*Collected data:*
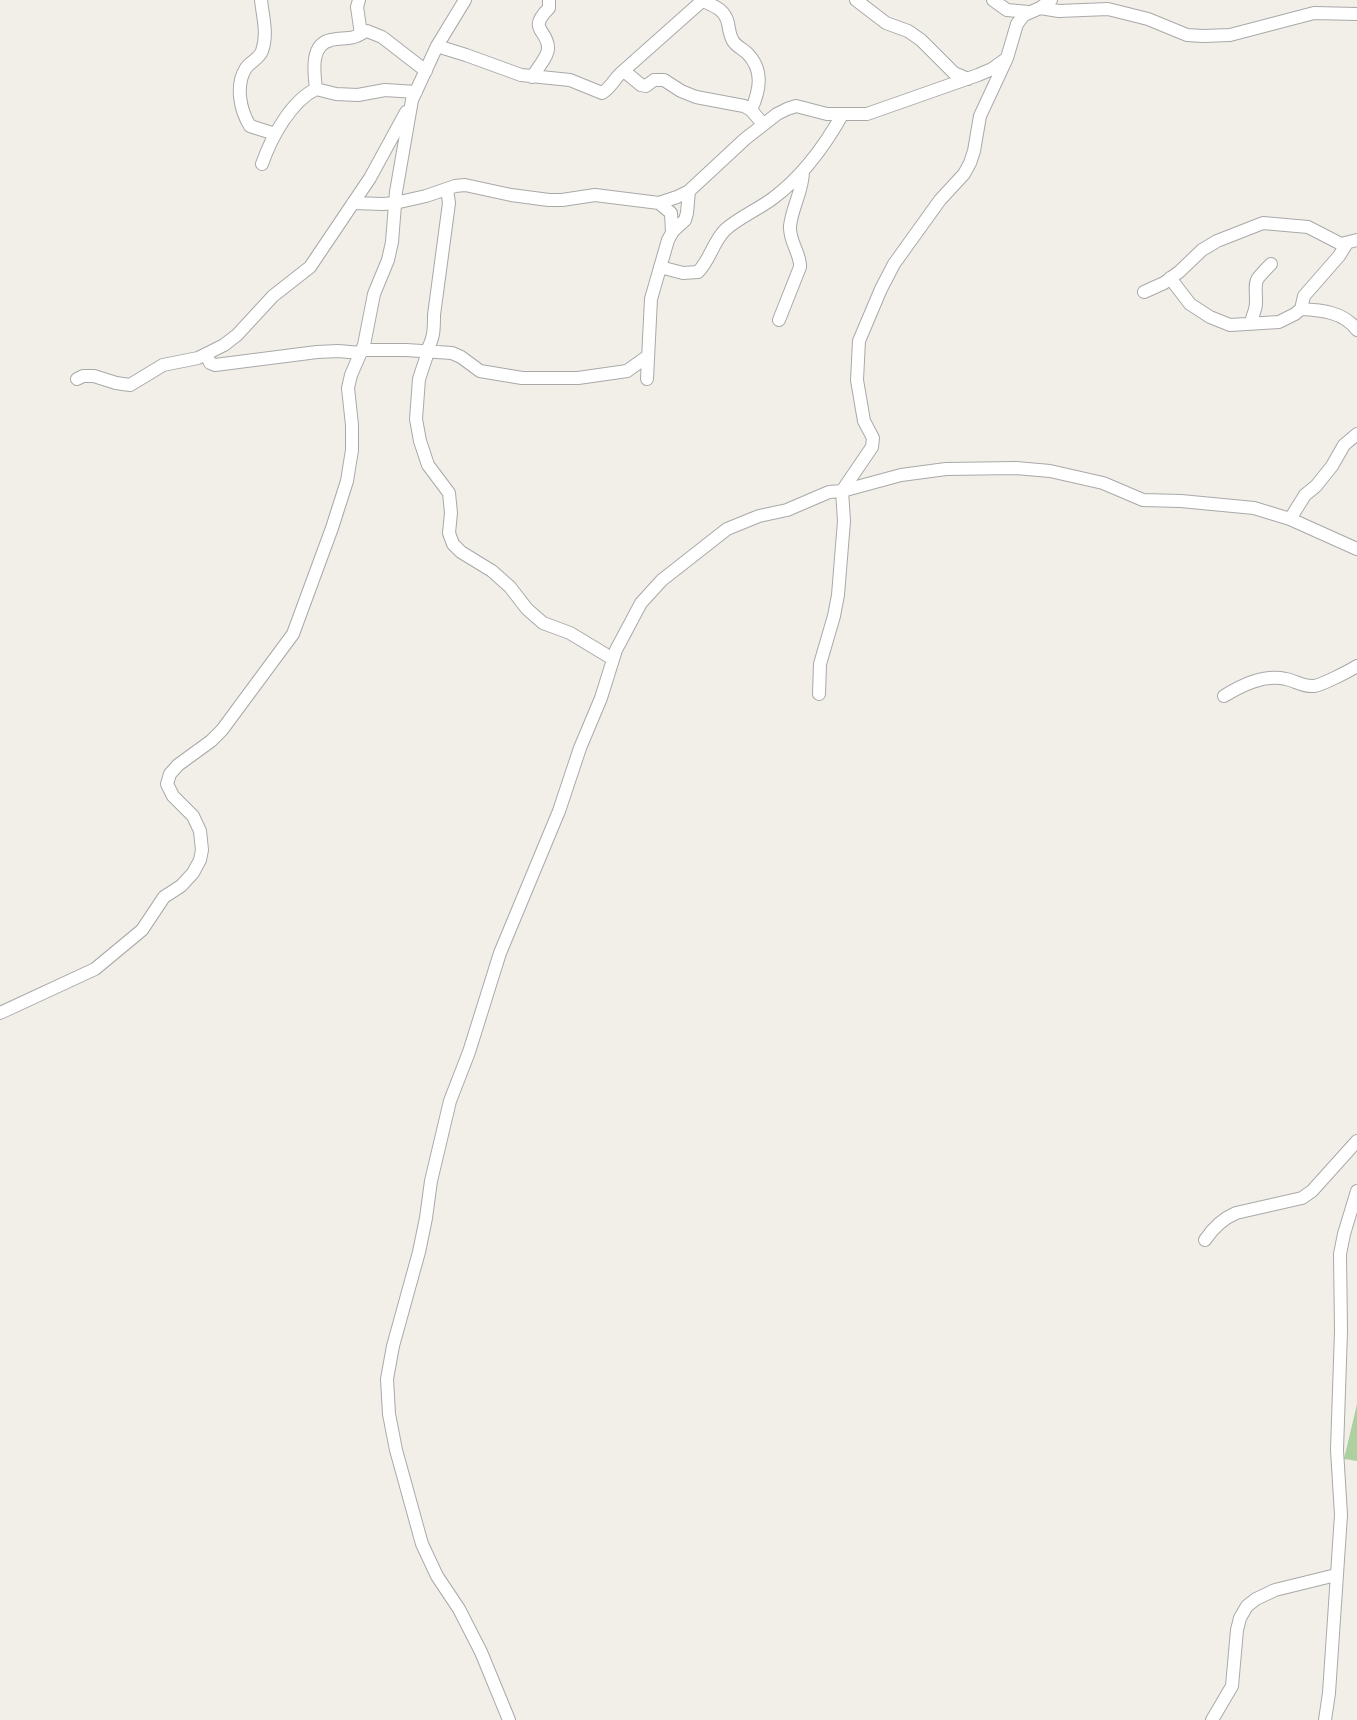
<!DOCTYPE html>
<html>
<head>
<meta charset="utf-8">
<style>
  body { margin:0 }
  canvas { display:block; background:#f2efe9 }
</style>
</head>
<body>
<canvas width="1357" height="1720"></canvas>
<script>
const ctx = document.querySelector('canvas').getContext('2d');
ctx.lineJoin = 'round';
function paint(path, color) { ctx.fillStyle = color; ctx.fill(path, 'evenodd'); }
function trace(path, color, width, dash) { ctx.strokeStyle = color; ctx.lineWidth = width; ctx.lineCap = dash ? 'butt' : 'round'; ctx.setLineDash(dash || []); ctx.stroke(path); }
const forest = new Path2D(`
  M1357 1404V1461L1344 1459Z`);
const minor = new Path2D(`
  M261 0C263 18 268 34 262 51 259 59 251 61 246 68 235 85 240 110 250 126L275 134
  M359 0 357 7 361 34
  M701 0C713 6 724 8 728 23 729 30 730 36 733 41 737 47 743 49 747 53 764 70 760 90 751 110
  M856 0 886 23 908 31 921 40 954 73 968 79
  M993 0 1007 10 1028 12
  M1040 8 1059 11 1108 9 1148 19 1187 35 1203 36 1230 35 1314 13 1357 14
  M437 46 466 55 521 75 570 80 602 93C611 88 614 79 621 73 648 49 675 25 702 1
  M624 71 641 85 646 86 654 80H664L681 91 696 97 744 106 751 110 763 124
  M532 77C536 70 549 56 548 47 547 29 527 30 549 8V0
  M316 89C314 72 310 44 331 40 338 38 347 39 354 37 359 36 363 32 367 31L382 37 426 71
  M262 164C271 138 291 101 316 89L336 94 358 95 385 90 416 92
  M353 203 383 204 395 203 426 196 455 186 465 185 511 195 549 200H562L595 195 659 203 677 197 689 191 745 139 777 114 787 109 796 106 827 114H867L978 75 992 69 1006 59
  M659 203 671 213 672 232
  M660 267 683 273 698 272C710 260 713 242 725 230 738 218 757 210 772 199 802 177 824 147 842 115
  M1170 278 1190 304 1210 317 1230 325 1279 322 1295 314 1301 309 1304 296 1339 256 1347 243
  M1144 292 1164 283 1179 272 1202 250 1217 241 1263 223 1308 227 1341 244 1357 240
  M1301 309C1321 310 1344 312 1357 330
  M779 320 800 267C801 254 789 242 790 226 792 207 803 191 803 171
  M1251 323C1252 316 1256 310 1256 303 1256 279 1252 283 1271 264
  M362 350H406L452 353 461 357 480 371 522 378H578L627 371 648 356
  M426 352C434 338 434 331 434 315L449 203 447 189
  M428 352 419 379 416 419 420 441 428 465 449 493 451 513 449 533 453 544 461 552 492 571 510 587 527 609 543 623 570 633 613 659
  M206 354 210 363 215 365 317 352 338 351 361 353
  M77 379 83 376H94L116 383 130 385 163 365 198 358 224 345 237 335 273 296 310 267 370 178 406 112
  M647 379 651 299 668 240 673 231 685 220 687 213 689 191
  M1290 519 1305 495 1316 486 1332 466 1344 445 1357 434
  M819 694 820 664 834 616 838 595 844 521 842 491 872 447 873 438 864 421 857 380 859 341 881 289 894 264 940 200 964 174 970 163 974 151 980 116 1007 58 1017 24 1024 15 1040 8 1051 0
  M1224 696C1242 685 1264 674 1286 679 1296 681 1303 687 1314 686 1322 685 1349 671 1357 666
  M0 1013 95 969 142 930 164 897 181 886 193 873 200 860 202 850 200 831 193 816 173 796 167 784 170 774 178 765 211 741 222 730 293 634 332 528 347 481 352 450V425L348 388 351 375 364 345 374 294 388 260 392 242 396 192 412 100 437 46 465 0
  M1205 1240C1213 1228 1222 1219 1236 1213L1302 1198 1312 1191 1357 1141
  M509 1720 481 1652 459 1609 437 1576 422 1544 396 1450 389 1414 387 1379 393 1346 419 1252 426 1218 431 1181 450 1101 469 1052 500 953 559 811 580 748 601 698 616 650 641 603 662 580 727 529 759 516 787 510 829 492 842 491 901 475 946 469 1016 468 1050 471 1103 483 1143 500 1181 501 1254 508 1290 519 1357 549
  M1212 1720 1232 1686 1237 1630 1240 1618 1247 1606 1256 1599 1275 1590 1336 1575
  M1325 1720 1329 1693 1341 1515 1337 1450 1341 1331 1340 1254 1344 1234 1357 1191`);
paint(forest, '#add19e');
trace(minor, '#a9a9a9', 14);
trace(minor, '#fff', 12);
</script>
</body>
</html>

*Exercise description:* Repeat, with no pictures, each line from the beginning of the data through the line containing "M532 77C536 70", inclusive.

*Reply to the task:*
<!DOCTYPE html>
<html>
<head>
<meta charset="utf-8">
<style>
  body { margin:0 }
  canvas { display:block; background:#f2efe9 }
</style>
</head>
<body>
<canvas width="1357" height="1720"></canvas>
<script>
const ctx = document.querySelector('canvas').getContext('2d');
ctx.lineJoin = 'round';
function paint(path, color) { ctx.fillStyle = color; ctx.fill(path, 'evenodd'); }
function trace(path, color, width, dash) { ctx.strokeStyle = color; ctx.lineWidth = width; ctx.lineCap = dash ? 'butt' : 'round'; ctx.setLineDash(dash || []); ctx.stroke(path); }
const forest = new Path2D(`
  M1357 1404V1461L1344 1459Z`);
const minor = new Path2D(`
  M261 0C263 18 268 34 262 51 259 59 251 61 246 68 235 85 240 110 250 126L275 134
  M359 0 357 7 361 34
  M701 0C713 6 724 8 728 23 729 30 730 36 733 41 737 47 743 49 747 53 764 70 760 90 751 110
  M856 0 886 23 908 31 921 40 954 73 968 79
  M993 0 1007 10 1028 12
  M1040 8 1059 11 1108 9 1148 19 1187 35 1203 36 1230 35 1314 13 1357 14
  M437 46 466 55 521 75 570 80 602 93C611 88 614 79 621 73 648 49 675 25 702 1
  M624 71 641 85 646 86 654 80H664L681 91 696 97 744 106 751 110 763 124
  M532 77C536 70 549 56 548 47 547 29 527 30 549 8V0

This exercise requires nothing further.